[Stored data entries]
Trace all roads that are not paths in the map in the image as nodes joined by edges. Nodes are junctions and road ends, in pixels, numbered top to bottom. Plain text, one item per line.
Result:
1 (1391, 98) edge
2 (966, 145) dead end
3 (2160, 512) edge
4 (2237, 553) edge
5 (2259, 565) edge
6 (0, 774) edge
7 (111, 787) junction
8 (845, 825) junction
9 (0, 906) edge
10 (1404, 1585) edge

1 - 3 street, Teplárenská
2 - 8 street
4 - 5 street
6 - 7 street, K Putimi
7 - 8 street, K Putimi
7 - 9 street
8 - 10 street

## [Work instruction]
Transcribe the records in full, so that each line reads exactly as before.

## [Response to this exercise]
Trace all roads that are not paths in the map in the image as nodes joined by edges. Nodes are junctions and road ends, in pixels, numbered top to bottom. Plain text, one item per line.
Result:
1 (1391, 98) edge
2 (966, 145) dead end
3 (2160, 512) edge
4 (2237, 553) edge
5 (2259, 565) edge
6 (0, 774) edge
7 (111, 787) junction
8 (845, 825) junction
9 (0, 906) edge
10 (1404, 1585) edge

1 - 3 street, Teplárenská
2 - 8 street
4 - 5 street
6 - 7 street, K Putimi
7 - 8 street, K Putimi
7 - 9 street
8 - 10 street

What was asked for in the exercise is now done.